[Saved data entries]
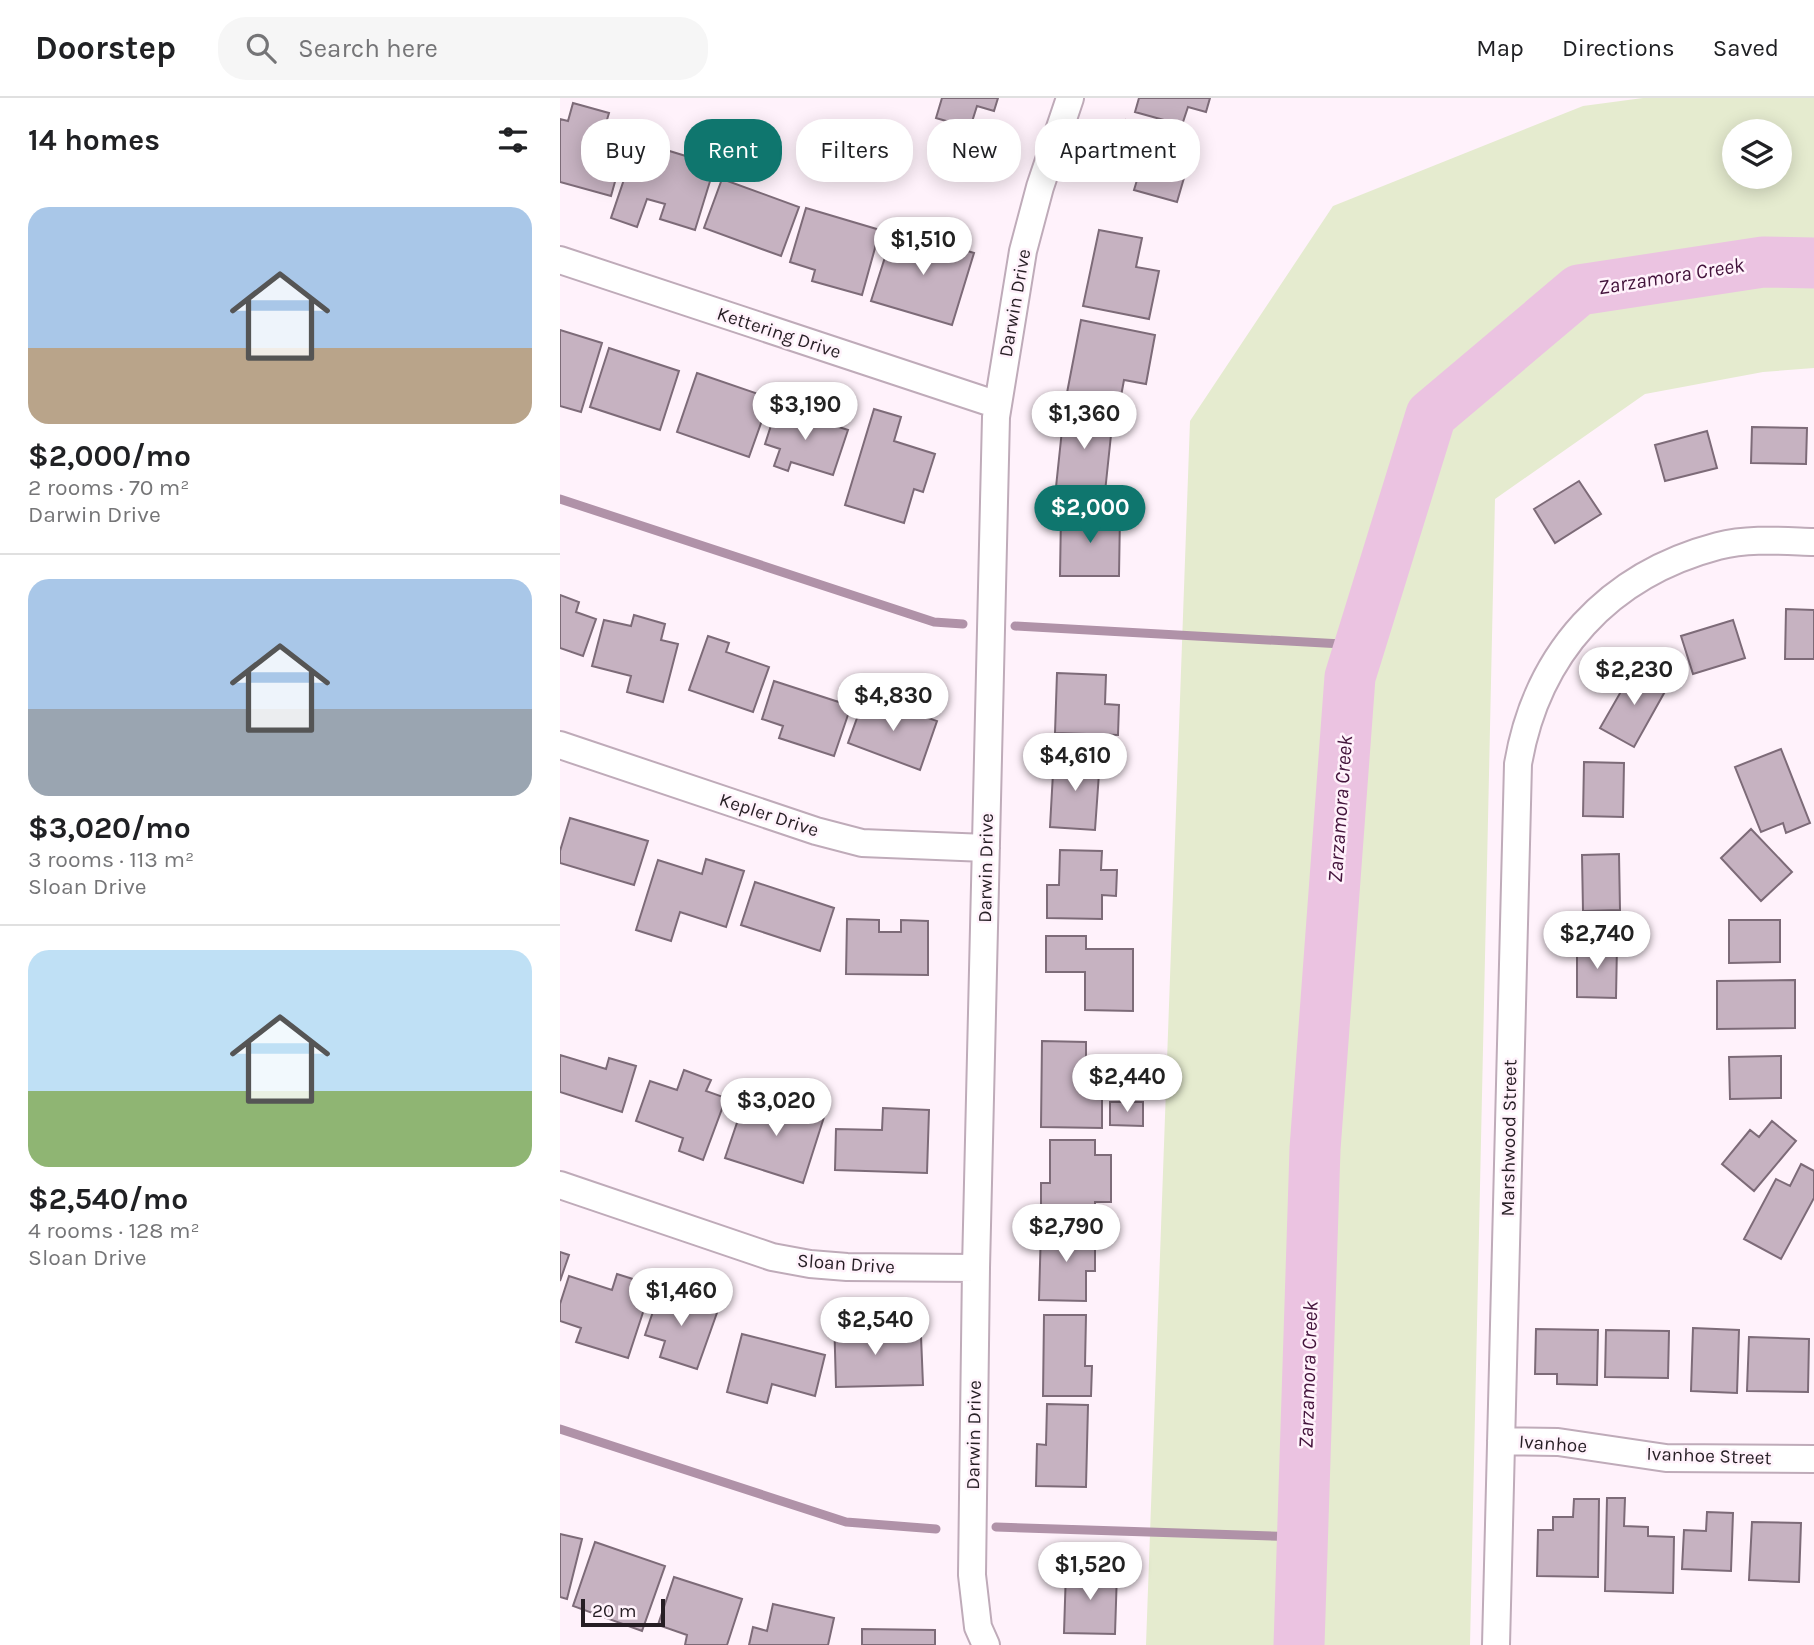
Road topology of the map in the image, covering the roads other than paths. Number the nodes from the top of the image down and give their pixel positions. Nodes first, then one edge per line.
1 (1070, 98) edge
2 (560, 260) edge
3 (998, 405) junction
4 (1814, 542) edge
5 (560, 744) edge
6 (986, 848) junction
7 (560, 1185) edge
8 (976, 1268) junction
9 (1501, 1441) junction
10 (1604, 1449) joint
11 (1814, 1459) edge
12 (986, 1645) edge
13 (1496, 1645) edge

1 - 3 street, Darwin Drive
2 - 3 street, Kettering Drive
3 - 6 street, Darwin Drive
4 - 9 street, Marshwood Street
5 - 6 street, Kepler Drive
6 - 8 street, Darwin Drive
7 - 8 street, Sloan Drive
8 - 12 street, Darwin Drive
9 - 10 street, Ivanhoe
9 - 13 street, Marshwood Street
10 - 11 street, Ivanhoe Street

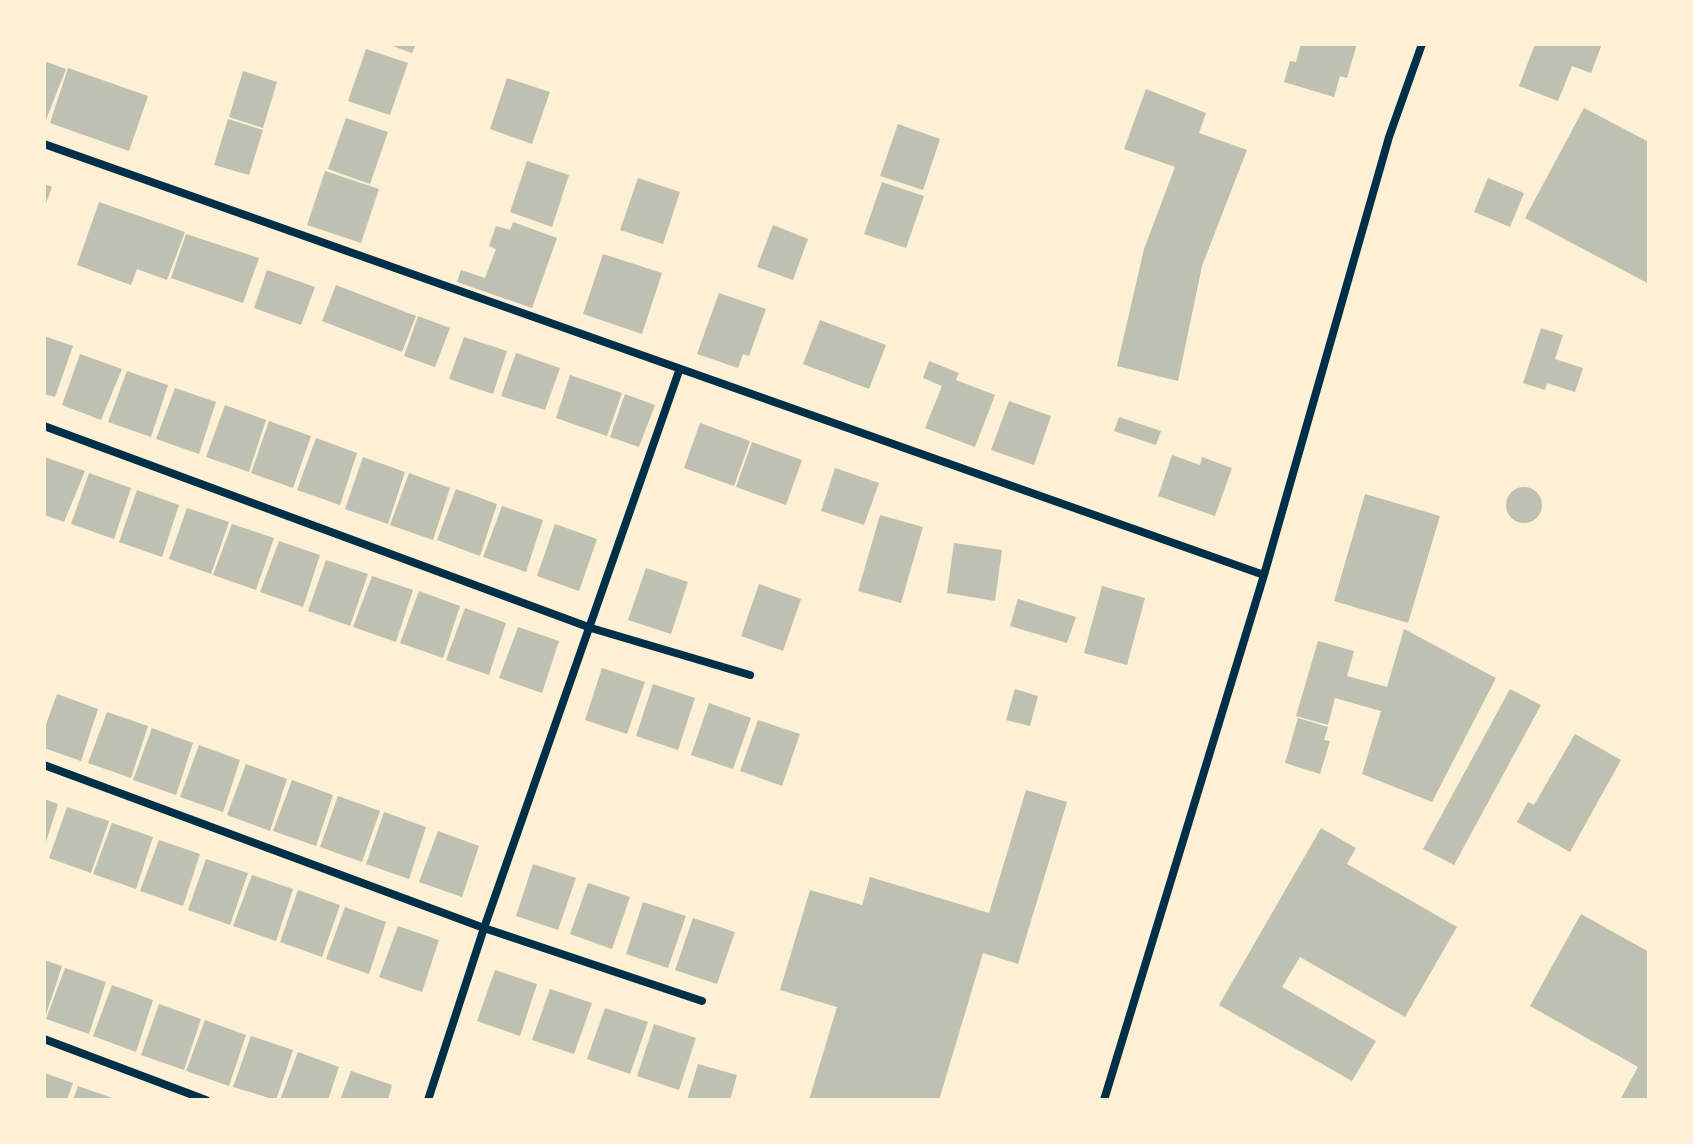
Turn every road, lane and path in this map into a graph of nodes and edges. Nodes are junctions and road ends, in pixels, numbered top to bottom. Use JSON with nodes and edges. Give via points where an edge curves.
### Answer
{"nodes":[{"id":1,"x":1422,"y":44,"type":"edge"},
{"id":2,"x":44,"y":144,"type":"edge"},
{"id":3,"x":679,"y":371,"type":"junction"},
{"id":4,"x":44,"y":426,"type":"edge"},
{"id":5,"x":1264,"y":575,"type":"junction"},
{"id":6,"x":591,"y":628,"type":"junction"},
{"id":7,"x":750,"y":675,"type":"dead end"},
{"id":8,"x":44,"y":765,"type":"edge"},
{"id":9,"x":484,"y":928,"type":"junction"},
{"id":10,"x":702,"y":1001,"type":"dead end"},
{"id":11,"x":44,"y":1039,"type":"edge"},
{"id":12,"x":206,"y":1100,"type":"edge"},
{"id":13,"x":428,"y":1100,"type":"edge"},
{"id":14,"x":1104,"y":1100,"type":"edge"}],
"edges":[{"from":1,"to":5,"type":"street","via":[[1389,137]]},
{"from":2,"to":3,"type":"street"},
{"from":3,"to":5,"type":"street"},
{"from":3,"to":6,"type":"street"},
{"from":4,"to":6,"type":"street"},
{"from":5,"to":14,"type":"street"},
{"from":6,"to":7,"type":"street"},
{"from":6,"to":9,"type":"street"},
{"from":8,"to":9,"type":"street"},
{"from":9,"to":10,"type":"street"},
{"from":9,"to":13,"type":"street"},
{"from":11,"to":12,"type":"street"}]}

* Work to complete
All preceding records should be duplicated verbatim, images excepted.

* Task result
Road topology of the map in the image, covering the roads other than paths. Number the nodes from the top of the image down and give their pixel positions. Nodes first, then one edge per line.
1 (1070, 98) edge
2 (560, 260) edge
3 (998, 405) junction
4 (1814, 542) edge
5 (560, 744) edge
6 (986, 848) junction
7 (560, 1185) edge
8 (976, 1268) junction
9 (1501, 1441) junction
10 (1604, 1449) joint
11 (1814, 1459) edge
12 (986, 1645) edge
13 (1496, 1645) edge

1 - 3 street, Darwin Drive
2 - 3 street, Kettering Drive
3 - 6 street, Darwin Drive
4 - 9 street, Marshwood Street
5 - 6 street, Kepler Drive
6 - 8 street, Darwin Drive
7 - 8 street, Sloan Drive
8 - 12 street, Darwin Drive
9 - 10 street, Ivanhoe
9 - 13 street, Marshwood Street
10 - 11 street, Ivanhoe Street

Turn every road, lane and path in this map into a graph of nodes and edges. Nodes are junctions and road ends, in pixels, numbered top to bottom. Use JSON with nodes and edges. Give via points where an edge curves.
### Answer
{"nodes":[{"id":1,"x":1422,"y":44,"type":"edge"},
{"id":2,"x":44,"y":144,"type":"edge"},
{"id":3,"x":679,"y":371,"type":"junction"},
{"id":4,"x":44,"y":426,"type":"edge"},
{"id":5,"x":1264,"y":575,"type":"junction"},
{"id":6,"x":591,"y":628,"type":"junction"},
{"id":7,"x":750,"y":675,"type":"dead end"},
{"id":8,"x":44,"y":765,"type":"edge"},
{"id":9,"x":484,"y":928,"type":"junction"},
{"id":10,"x":702,"y":1001,"type":"dead end"},
{"id":11,"x":44,"y":1039,"type":"edge"},
{"id":12,"x":206,"y":1100,"type":"edge"},
{"id":13,"x":428,"y":1100,"type":"edge"},
{"id":14,"x":1104,"y":1100,"type":"edge"}],
"edges":[{"from":1,"to":5,"type":"street","via":[[1389,137]]},
{"from":2,"to":3,"type":"street"},
{"from":3,"to":5,"type":"street"},
{"from":3,"to":6,"type":"street"},
{"from":4,"to":6,"type":"street"},
{"from":5,"to":14,"type":"street"},
{"from":6,"to":7,"type":"street"},
{"from":6,"to":9,"type":"street"},
{"from":8,"to":9,"type":"street"},
{"from":9,"to":10,"type":"street"},
{"from":9,"to":13,"type":"street"},
{"from":11,"to":12,"type":"street"}]}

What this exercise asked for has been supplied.